Output only the span of lines that begins at the line containing "I need the junctions" and ends at the last line of the data, both included, exactly as they appear.
↓
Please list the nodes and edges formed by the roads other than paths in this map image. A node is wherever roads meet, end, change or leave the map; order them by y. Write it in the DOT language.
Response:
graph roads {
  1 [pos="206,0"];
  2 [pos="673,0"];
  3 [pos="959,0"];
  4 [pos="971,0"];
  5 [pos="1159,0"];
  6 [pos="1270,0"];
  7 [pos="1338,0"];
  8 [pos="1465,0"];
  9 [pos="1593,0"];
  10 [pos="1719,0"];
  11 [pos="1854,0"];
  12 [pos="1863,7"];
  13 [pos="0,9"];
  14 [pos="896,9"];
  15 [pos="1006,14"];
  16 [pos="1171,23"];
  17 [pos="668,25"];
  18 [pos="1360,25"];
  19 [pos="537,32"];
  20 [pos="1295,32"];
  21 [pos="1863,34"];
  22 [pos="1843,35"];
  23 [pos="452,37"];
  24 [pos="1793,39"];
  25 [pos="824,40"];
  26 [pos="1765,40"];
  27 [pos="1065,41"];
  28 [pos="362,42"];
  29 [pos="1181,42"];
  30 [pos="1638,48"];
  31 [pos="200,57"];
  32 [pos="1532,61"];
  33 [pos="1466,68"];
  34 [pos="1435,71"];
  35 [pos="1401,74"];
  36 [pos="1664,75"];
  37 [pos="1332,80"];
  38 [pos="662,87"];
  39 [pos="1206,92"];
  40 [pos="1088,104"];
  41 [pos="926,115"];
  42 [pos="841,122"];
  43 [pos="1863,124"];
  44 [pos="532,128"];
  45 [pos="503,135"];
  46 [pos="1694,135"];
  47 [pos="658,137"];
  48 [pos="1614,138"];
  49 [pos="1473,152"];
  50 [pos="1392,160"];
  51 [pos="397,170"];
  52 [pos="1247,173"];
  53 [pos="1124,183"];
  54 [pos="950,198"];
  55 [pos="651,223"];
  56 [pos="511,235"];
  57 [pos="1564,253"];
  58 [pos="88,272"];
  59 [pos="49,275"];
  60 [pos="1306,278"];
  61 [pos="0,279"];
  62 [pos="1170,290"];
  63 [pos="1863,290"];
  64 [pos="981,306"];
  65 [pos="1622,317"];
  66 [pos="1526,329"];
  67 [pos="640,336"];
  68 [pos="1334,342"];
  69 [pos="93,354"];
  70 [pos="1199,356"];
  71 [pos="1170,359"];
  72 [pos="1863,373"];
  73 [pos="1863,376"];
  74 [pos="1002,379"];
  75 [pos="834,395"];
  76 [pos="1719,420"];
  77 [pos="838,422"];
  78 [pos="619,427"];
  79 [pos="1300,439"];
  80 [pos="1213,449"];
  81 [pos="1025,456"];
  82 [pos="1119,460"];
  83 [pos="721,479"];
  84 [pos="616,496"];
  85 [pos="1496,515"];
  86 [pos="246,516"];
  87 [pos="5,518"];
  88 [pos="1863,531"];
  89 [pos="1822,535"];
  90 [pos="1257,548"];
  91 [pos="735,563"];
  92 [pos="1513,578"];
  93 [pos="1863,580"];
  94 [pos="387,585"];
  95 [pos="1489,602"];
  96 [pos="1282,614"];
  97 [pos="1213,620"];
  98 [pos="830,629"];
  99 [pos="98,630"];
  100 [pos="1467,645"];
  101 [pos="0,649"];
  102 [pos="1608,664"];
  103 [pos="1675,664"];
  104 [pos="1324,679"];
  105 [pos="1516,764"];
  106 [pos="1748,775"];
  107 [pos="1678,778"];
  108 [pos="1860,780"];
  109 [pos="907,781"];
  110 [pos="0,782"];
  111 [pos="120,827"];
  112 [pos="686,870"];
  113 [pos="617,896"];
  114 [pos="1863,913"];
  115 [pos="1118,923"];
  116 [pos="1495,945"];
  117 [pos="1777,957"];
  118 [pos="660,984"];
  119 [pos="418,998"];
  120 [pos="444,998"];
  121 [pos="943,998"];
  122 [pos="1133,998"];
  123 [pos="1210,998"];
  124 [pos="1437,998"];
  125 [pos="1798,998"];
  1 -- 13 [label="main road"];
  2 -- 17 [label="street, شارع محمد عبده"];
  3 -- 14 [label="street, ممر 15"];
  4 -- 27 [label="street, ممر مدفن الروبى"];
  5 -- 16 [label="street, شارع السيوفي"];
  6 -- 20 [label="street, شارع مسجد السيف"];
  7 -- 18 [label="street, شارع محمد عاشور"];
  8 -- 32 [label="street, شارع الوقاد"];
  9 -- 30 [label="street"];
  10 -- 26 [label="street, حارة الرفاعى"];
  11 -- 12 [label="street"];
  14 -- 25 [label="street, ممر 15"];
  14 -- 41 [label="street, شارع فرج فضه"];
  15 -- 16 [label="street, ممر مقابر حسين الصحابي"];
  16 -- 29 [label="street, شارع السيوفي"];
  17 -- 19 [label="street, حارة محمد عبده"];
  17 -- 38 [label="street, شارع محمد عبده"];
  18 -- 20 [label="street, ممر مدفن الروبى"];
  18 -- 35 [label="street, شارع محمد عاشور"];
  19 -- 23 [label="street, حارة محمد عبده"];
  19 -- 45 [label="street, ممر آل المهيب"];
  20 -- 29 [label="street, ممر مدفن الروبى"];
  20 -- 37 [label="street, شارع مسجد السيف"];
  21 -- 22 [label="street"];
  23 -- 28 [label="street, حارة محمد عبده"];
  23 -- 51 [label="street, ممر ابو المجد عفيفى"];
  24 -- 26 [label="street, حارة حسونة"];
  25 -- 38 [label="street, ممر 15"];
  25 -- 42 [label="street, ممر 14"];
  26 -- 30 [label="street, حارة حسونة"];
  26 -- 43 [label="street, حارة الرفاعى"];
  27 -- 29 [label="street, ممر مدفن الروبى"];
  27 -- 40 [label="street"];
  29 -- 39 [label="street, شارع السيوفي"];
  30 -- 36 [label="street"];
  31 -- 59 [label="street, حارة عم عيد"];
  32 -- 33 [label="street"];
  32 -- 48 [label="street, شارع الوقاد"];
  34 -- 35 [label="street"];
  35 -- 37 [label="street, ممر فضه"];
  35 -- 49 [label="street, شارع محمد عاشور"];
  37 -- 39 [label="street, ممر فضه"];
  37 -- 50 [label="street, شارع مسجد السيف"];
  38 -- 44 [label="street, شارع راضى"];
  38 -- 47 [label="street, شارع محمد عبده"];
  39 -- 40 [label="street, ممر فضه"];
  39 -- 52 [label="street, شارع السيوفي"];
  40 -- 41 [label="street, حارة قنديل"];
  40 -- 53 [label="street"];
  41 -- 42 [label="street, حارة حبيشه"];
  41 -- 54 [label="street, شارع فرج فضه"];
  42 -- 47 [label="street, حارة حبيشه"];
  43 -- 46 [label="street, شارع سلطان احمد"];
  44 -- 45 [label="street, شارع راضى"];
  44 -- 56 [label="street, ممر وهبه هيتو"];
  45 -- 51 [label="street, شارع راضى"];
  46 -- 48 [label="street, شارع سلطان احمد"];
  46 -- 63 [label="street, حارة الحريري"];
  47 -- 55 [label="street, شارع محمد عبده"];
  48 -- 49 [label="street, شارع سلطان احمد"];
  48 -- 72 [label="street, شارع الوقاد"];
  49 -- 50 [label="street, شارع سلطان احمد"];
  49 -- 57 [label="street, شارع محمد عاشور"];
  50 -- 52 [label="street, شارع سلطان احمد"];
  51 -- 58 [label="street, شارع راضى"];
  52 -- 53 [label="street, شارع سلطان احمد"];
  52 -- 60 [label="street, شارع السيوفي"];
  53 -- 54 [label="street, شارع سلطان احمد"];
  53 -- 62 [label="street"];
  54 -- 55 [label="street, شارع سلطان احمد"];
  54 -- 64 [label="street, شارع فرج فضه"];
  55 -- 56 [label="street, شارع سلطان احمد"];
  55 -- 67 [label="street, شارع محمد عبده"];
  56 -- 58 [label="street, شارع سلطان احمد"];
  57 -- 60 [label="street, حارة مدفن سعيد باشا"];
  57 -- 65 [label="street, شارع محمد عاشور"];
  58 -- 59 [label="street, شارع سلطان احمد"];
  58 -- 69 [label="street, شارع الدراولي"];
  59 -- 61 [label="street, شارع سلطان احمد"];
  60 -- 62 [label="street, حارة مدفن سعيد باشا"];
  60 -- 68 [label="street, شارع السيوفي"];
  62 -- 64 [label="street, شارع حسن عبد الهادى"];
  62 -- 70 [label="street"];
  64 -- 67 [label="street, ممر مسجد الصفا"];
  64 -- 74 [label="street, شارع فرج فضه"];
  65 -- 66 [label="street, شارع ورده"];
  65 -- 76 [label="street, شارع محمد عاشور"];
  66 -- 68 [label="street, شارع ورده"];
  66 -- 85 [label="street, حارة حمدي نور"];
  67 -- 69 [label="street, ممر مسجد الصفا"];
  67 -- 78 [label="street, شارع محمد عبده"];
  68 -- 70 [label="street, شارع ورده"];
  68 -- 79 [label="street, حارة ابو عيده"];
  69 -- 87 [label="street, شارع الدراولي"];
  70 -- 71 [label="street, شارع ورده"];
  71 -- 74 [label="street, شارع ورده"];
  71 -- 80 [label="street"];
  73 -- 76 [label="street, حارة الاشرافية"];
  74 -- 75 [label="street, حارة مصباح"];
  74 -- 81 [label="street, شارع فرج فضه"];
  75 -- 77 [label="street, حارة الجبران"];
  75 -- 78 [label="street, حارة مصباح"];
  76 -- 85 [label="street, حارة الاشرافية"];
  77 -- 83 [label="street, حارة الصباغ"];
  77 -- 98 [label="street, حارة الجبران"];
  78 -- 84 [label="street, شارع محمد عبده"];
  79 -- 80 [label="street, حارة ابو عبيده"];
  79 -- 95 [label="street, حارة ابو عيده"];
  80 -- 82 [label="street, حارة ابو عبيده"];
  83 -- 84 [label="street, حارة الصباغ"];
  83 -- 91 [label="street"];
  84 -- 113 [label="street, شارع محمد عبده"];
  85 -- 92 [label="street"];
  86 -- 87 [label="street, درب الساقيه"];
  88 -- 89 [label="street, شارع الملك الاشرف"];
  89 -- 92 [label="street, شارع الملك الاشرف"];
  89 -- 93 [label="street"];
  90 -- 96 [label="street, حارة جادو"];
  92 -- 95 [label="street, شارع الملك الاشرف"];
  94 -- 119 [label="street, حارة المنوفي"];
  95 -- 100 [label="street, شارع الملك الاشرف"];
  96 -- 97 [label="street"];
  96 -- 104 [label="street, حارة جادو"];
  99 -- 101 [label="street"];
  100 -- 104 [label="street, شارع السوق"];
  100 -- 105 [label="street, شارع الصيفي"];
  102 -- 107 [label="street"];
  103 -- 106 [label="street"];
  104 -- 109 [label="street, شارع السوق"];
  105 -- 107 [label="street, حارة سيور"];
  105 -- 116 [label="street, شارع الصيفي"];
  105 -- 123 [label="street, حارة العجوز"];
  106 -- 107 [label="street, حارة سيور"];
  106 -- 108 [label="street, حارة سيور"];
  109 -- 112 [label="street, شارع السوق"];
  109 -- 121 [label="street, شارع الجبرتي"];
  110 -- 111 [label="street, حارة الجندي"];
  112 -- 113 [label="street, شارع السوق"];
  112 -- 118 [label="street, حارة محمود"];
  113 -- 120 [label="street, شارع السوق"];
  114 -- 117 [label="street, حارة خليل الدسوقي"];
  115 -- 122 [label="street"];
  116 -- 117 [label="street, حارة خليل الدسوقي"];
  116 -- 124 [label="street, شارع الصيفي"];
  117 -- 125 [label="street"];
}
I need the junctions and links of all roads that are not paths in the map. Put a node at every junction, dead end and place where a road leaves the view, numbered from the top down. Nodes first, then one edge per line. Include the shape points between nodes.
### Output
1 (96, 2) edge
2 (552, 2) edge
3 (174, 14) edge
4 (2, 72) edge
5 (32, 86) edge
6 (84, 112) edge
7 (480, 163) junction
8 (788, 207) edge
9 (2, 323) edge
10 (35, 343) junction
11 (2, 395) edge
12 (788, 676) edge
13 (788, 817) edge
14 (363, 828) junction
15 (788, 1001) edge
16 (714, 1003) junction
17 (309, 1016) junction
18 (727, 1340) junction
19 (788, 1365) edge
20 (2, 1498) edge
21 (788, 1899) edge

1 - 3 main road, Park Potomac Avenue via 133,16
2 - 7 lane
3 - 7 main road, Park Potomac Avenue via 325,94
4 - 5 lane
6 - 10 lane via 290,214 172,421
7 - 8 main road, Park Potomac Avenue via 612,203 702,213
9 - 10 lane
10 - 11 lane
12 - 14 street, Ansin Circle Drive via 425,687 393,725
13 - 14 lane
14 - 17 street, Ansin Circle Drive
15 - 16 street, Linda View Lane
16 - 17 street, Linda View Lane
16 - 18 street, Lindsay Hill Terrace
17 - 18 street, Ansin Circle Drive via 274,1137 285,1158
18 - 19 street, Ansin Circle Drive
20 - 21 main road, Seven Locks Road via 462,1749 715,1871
↑
- Written answer:
I need the junctions and links of all roads that are not paths in the map. Put a node at every junction, dead end and place where a road leaves the view, numbered from the top down. Nodes first, then one edge per line. Include the shape points between nodes.
### Output
1 (96, 2) edge
2 (552, 2) edge
3 (174, 14) edge
4 (2, 72) edge
5 (32, 86) edge
6 (84, 112) edge
7 (480, 163) junction
8 (788, 207) edge
9 (2, 323) edge
10 (35, 343) junction
11 (2, 395) edge
12 (788, 676) edge
13 (788, 817) edge
14 (363, 828) junction
15 (788, 1001) edge
16 (714, 1003) junction
17 (309, 1016) junction
18 (727, 1340) junction
19 (788, 1365) edge
20 (2, 1498) edge
21 (788, 1899) edge

1 - 3 main road, Park Potomac Avenue via 133,16
2 - 7 lane
3 - 7 main road, Park Potomac Avenue via 325,94
4 - 5 lane
6 - 10 lane via 290,214 172,421
7 - 8 main road, Park Potomac Avenue via 612,203 702,213
9 - 10 lane
10 - 11 lane
12 - 14 street, Ansin Circle Drive via 425,687 393,725
13 - 14 lane
14 - 17 street, Ansin Circle Drive
15 - 16 street, Linda View Lane
16 - 17 street, Linda View Lane
16 - 18 street, Lindsay Hill Terrace
17 - 18 street, Ansin Circle Drive via 274,1137 285,1158
18 - 19 street, Ansin Circle Drive
20 - 21 main road, Seven Locks Road via 462,1749 715,1871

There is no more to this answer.